> **Problem description**:
In the records that follow, find each line with the word "roads" and copy it.

> **Provided entries**:
============

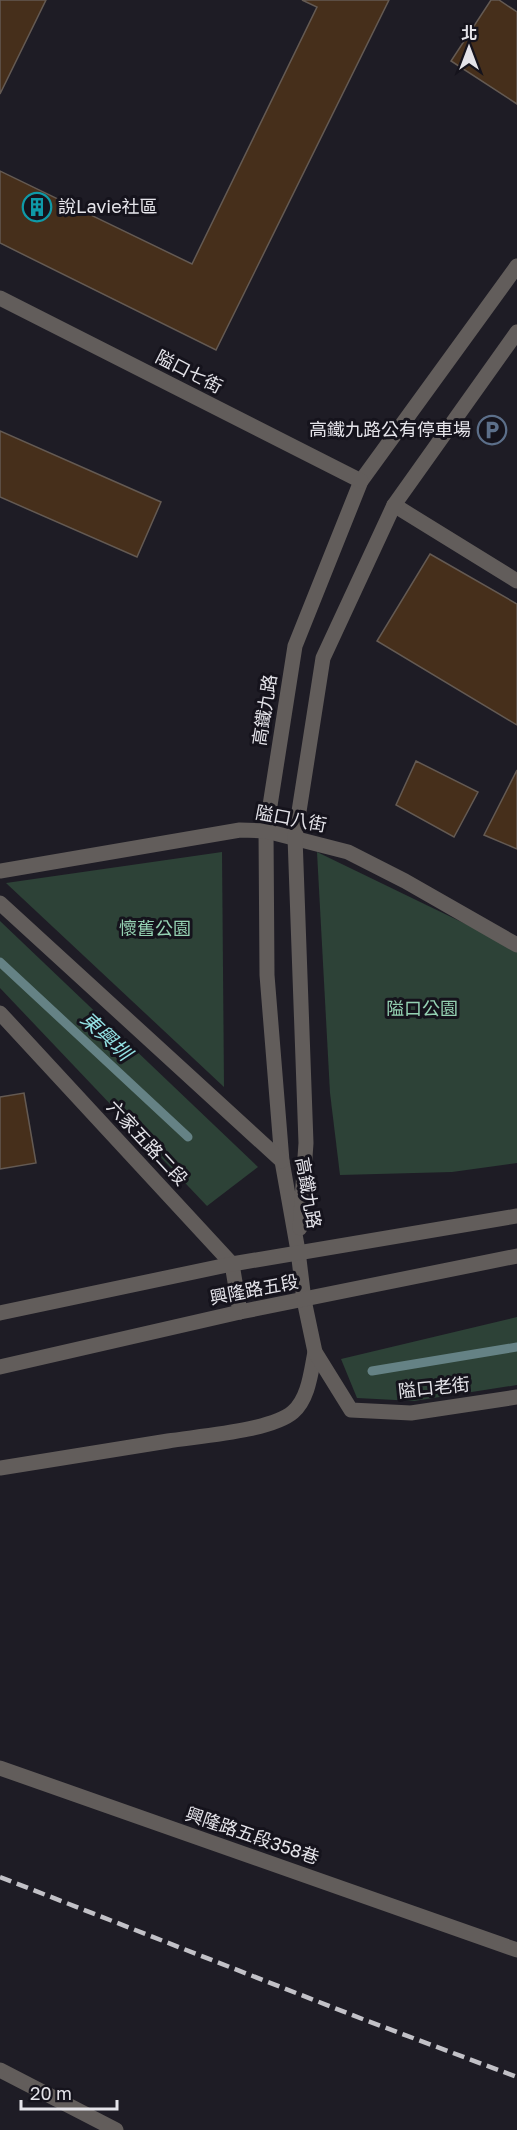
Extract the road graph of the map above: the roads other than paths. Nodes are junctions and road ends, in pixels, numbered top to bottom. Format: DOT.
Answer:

============

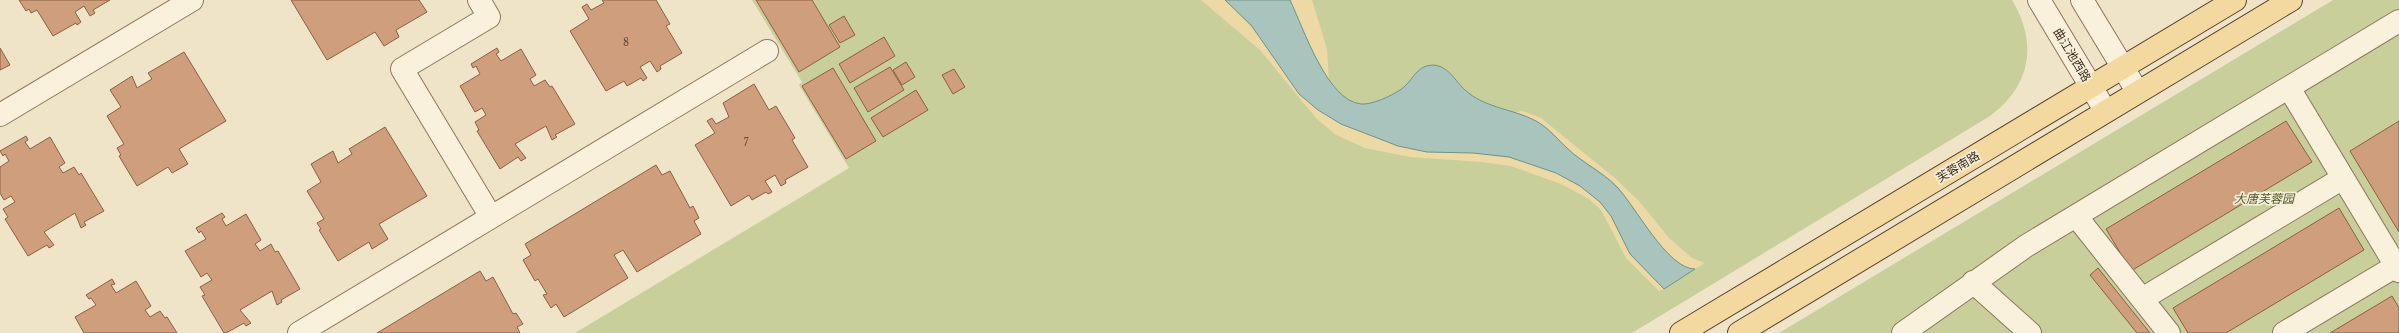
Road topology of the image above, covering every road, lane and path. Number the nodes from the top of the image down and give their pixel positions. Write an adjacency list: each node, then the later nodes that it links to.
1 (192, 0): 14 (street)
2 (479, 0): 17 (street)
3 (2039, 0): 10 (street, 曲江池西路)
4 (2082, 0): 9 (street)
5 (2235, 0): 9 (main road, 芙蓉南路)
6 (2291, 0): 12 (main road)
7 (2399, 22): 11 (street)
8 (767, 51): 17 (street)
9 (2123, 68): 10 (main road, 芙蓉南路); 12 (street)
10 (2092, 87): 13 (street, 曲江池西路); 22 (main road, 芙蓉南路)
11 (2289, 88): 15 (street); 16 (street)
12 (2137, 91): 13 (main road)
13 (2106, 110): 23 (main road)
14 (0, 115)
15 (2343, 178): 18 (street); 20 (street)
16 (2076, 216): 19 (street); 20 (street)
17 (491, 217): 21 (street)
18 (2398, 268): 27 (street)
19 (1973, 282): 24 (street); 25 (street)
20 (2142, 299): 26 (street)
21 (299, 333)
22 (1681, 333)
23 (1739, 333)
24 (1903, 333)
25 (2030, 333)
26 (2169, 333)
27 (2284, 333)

============

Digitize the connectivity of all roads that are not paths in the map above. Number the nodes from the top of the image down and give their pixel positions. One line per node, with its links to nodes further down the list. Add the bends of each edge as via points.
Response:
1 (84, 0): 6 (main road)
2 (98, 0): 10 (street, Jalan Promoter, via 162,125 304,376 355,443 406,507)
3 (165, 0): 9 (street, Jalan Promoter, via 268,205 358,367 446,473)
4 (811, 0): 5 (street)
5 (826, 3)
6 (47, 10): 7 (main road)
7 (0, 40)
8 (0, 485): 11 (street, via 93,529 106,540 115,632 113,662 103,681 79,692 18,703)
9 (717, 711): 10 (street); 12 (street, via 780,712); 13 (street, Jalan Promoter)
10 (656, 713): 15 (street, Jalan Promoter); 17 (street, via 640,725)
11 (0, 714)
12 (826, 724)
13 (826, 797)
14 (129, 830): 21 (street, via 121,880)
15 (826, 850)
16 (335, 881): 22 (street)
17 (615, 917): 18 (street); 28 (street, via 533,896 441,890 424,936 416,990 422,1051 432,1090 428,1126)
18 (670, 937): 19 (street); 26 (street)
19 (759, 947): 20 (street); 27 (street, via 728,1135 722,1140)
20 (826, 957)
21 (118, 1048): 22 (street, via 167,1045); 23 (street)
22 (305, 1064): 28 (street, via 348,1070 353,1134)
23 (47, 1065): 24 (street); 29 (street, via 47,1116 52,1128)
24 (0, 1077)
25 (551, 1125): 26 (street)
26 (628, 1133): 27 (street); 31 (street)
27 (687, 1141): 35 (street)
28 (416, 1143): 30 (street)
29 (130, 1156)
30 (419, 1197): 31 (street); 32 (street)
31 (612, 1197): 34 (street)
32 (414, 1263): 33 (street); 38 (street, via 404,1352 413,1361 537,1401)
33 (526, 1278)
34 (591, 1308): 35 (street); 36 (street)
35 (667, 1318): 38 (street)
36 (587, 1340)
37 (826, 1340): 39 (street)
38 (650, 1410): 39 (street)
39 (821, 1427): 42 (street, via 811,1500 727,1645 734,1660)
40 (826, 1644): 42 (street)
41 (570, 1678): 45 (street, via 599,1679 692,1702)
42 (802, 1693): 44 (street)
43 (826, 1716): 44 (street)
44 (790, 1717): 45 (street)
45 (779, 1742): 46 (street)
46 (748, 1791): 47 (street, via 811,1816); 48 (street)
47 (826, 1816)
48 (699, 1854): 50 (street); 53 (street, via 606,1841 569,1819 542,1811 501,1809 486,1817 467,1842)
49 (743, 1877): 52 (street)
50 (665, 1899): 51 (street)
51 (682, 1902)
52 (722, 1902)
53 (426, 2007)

============

> **Answer below**:
Extract the road graph of the map above: the roads other than paths. Nodes are junctions and road ends, in pixels, numbered top to bottom. Format: DOT.
Digitize the connectivity of all roads that are not paths in the map above. Number the nodes from the top of the image down and give their pixel positions. One line per node, with its links to nodes further down the list. Add the bends of each edge as via points.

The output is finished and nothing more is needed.